Nesse sentido, Heloisa Estellita [8] sugere a criação de recomendações que sirvam de “standards profissionais para os advogados de consultoria ou assessoria jurídica estrita no sentido de identificar situações de risco de lavagem que demandassem especial atenção ou, no limite, a recusa na prestação dos serviços pretendidos”, servindo como “padrões de diligência que protegessem os advogados de indevidas imputações de prática de lavagem quando da prestação legítima de seus serviços”.

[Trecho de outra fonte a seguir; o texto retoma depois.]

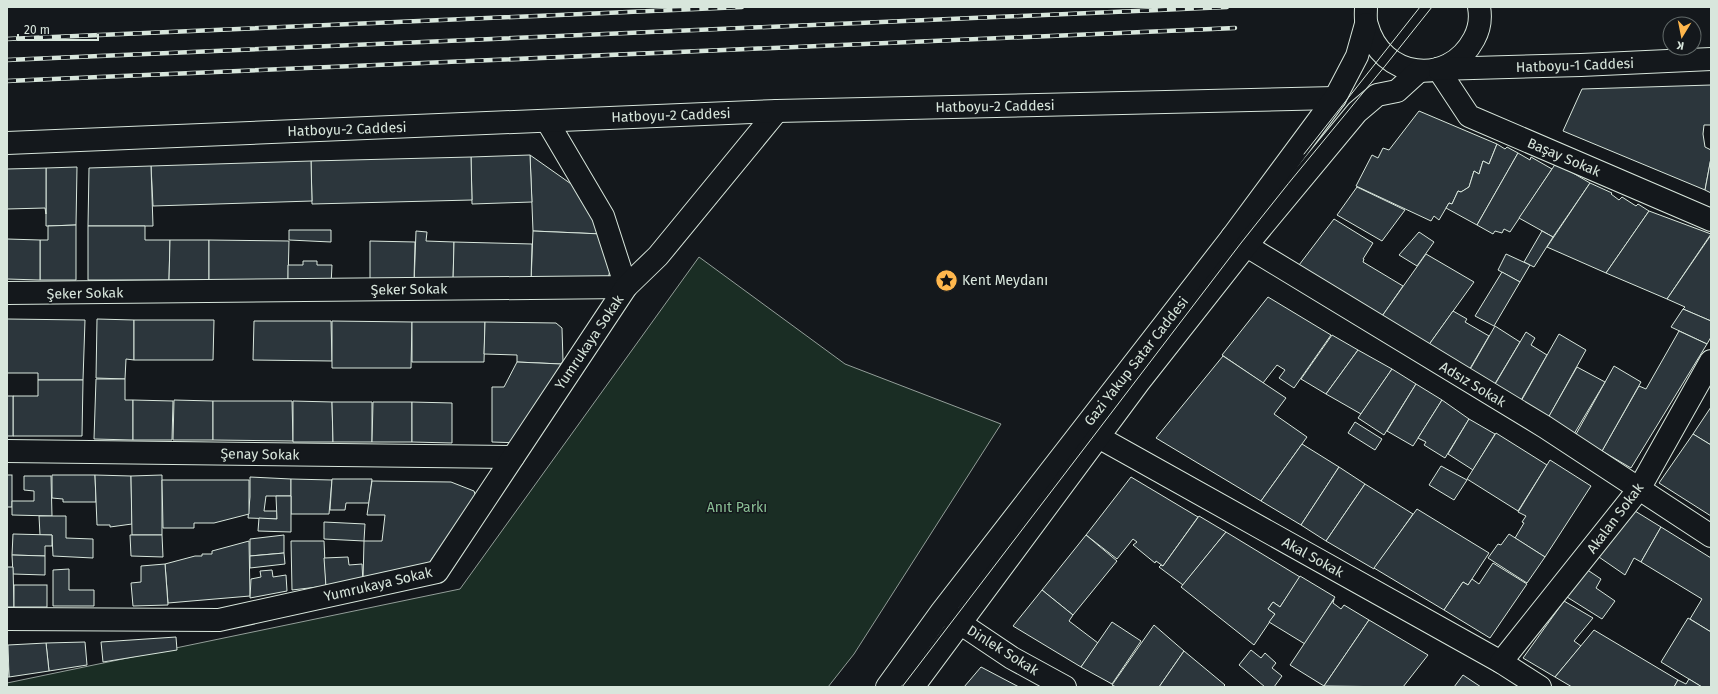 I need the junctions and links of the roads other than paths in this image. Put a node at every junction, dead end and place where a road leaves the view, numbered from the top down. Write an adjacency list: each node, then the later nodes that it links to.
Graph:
1 (1481, 9): 4 (street, Gazi Yakup Satar Caddesi)
2 (1366, 16): 4 (street, Hatboyu-1 Caddesi); 5 (street, Gazi Yakup Satar Caddesi)
3 (1711, 59): 4 (street, Hatboyu-1 Caddesi)
4 (1429, 70): 9 (street, Başay Sokak); 10 (street, Gazi Yakup Satar Caddesi)
5 (1335, 98): 6 (street, Hatboyu-2 Caddesi); 10 (street, Gazi Yakup Satar Caddesi)
6 (777, 110): 7 (street, Hatboyu-2 Caddesi); 11 (street, Yumrukaya Sokak)
7 (547, 121): 8 (street, Hatboyu-2 Caddesi); 11 (street)
8 (7, 142)
9 (1711, 220)
10 (1239, 242): 14 (street, Gazi Yakup Satar Caddesi); 17 (street, Adsız Sokak)
11 (626, 287): 12 (street, Şeker Sokak); 16 (street, Yumrukaya Sokak)
12 (7, 293)
13 (1711, 361): 17 (street, Akalan Sokak)
14 (1091, 433): 19 (street, Gazi Yakup Satar Caddesi); 21 (street, Gazi Yakup Satar Caddesi); 22 (street, Akal Sokak)
15 (7, 451): 16 (street, Şenay Sokak)
16 (513, 457): 20 (street, Yumrukaya Sokak)
17 (1639, 489): 18 (street, Adsız Sokak); 22 (street, Akalan Sokak)
18 (1711, 536)
19 (942, 611): 21 (street, Dinlek Sokak); 23 (street, Gazi Yakup Satar Caddesi)
20 (7, 619)
21 (960, 624): 24 (street, Gazi Yakup Satar Caddesi); 25 (street, Dinlek Sokak)
22 (1501, 662): 26 (street, Akal Sokak)
23 (886, 687)
24 (913, 687)
25 (1066, 687)
26 (1540, 687) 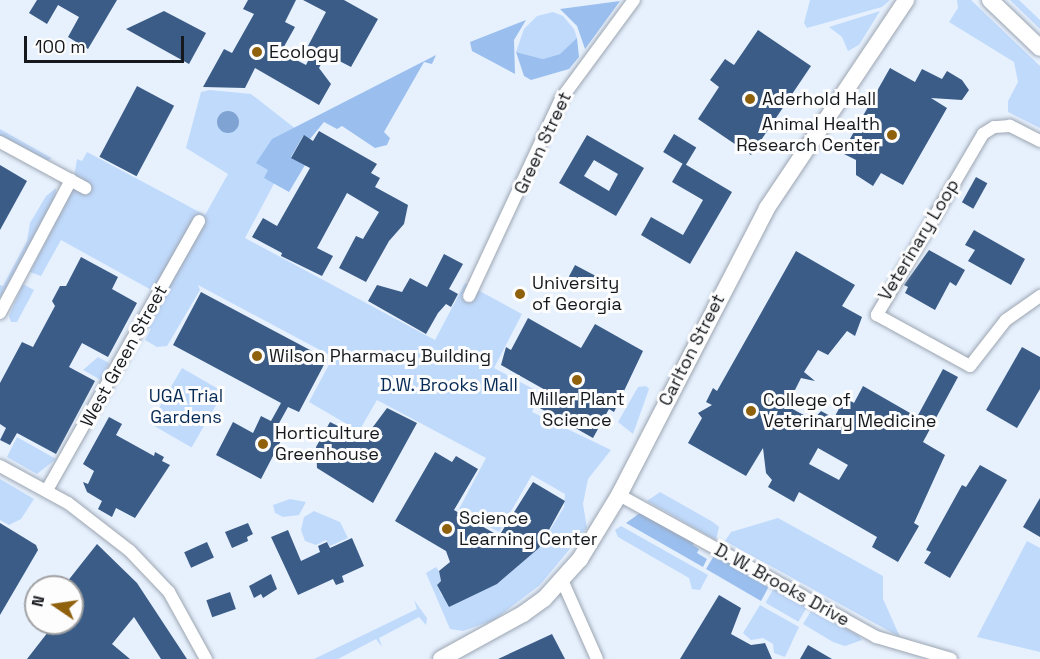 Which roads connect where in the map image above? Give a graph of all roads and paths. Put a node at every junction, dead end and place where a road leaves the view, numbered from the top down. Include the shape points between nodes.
1 (634, 0) edge
2 (917, 0) edge
3 (990, 0) edge
4 (903, 5) edge
5 (1040, 48) edge
6 (1040, 141) edge
7 (0, 142) edge
8 (71, 180) junction
9 (86, 188) dead end
10 (199, 221) dead end
11 (469, 296) dead end
12 (1040, 296) edge
13 (0, 313) edge
14 (0, 466) edge
15 (47, 490) junction
16 (620, 495) junction
17 (562, 580) junction
18 (206, 659) edge
19 (441, 659) edge
20 (597, 659) edge
21 (951, 659) edge

1 - 11 street, Green Street via 561,99
2 - 4 street
3 - 5 street
4 - 16 street, Carlton Street via 767,208
6 - 12 street, Veterinary Loop via 1010,126 994,127 983,134 877,315 970,366 1006,320
7 - 8 street
8 - 9 street
8 - 13 street
10 - 15 street, West Green Street
14 - 15 street
15 - 18 street via 112,535 152,573 185,615
16 - 17 street, Carlton Street via 596,536
16 - 21 street, D. W. Brooks Drive via 876,637
17 - 19 street, Carlton Street via 523,614
17 - 20 street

Sem prejuízo, enquanto tais normativas não são estabelecidas, cumpre lembrar que a colaboração material dos advogados somente terá relevância penal se:

“(1) o agente criar um risco, (2) esse risco não for permitido – (2.1) porque desrespeita normas, atos normativos e regras técnicas profissionais de cuidado ou (2.2) porque viola o dever normal de cautela derivado da experiência geral da vida, que consiste no dever de cuidado ou abstenção nos casos em que (2.2.1) seja previsível o resultado e que (2.2.2) seja exigível o cuidado (3) esse risco não permitido contribuir causalmente para o resultado e (4) o resultado estiver dentro do âmbito de abrangência da norma de cuidado.” [9]

Embasado nestas premissas, o advogado, em situações de dúvida, deve observar os parâmetros acima para, a depender da hipótese, se abster de prestar a consultoria jurídica.

Consolidadas as questões acima, passa-se a última proposta de análise do presente estudo, a (a) tipicidade da conduta do advogado que recebe honorários maculados.

Ainda que óbvia, a premissa universal a ser utilizada no presente tópico deve ser ressaltada: a contratação do advogado reflete a efetiva prestação dos seus serviços, nos termos do caput artigo 1º da Lei 8906/1994.

A norma citada estabelece que há conduta quando ocorre a dissimulação ou ocultação da natureza, origem, localização movimentação ou propriedade de proventos sabidamente ilícitos [10].

Nesse caso, ainda que os valores depositados na conta do escritório de advocacia — referentes à contratação e à prestação de serviços advocatícios — tenham sido obtidos com a prática de determinada infração, observa-se que a conduta é atípica por não haver ato objetivo de lavagem do dinheiro. A transparência/formalidade do pagamento afasta a incidência do dispositivo.

Não há crime uma vez que o recebimento dos valores se deu como contraprestação por serviços prestados e não, como exige o elemento subjetivo especial do tipo, para ocultar ou dissimular a sua utilização [11].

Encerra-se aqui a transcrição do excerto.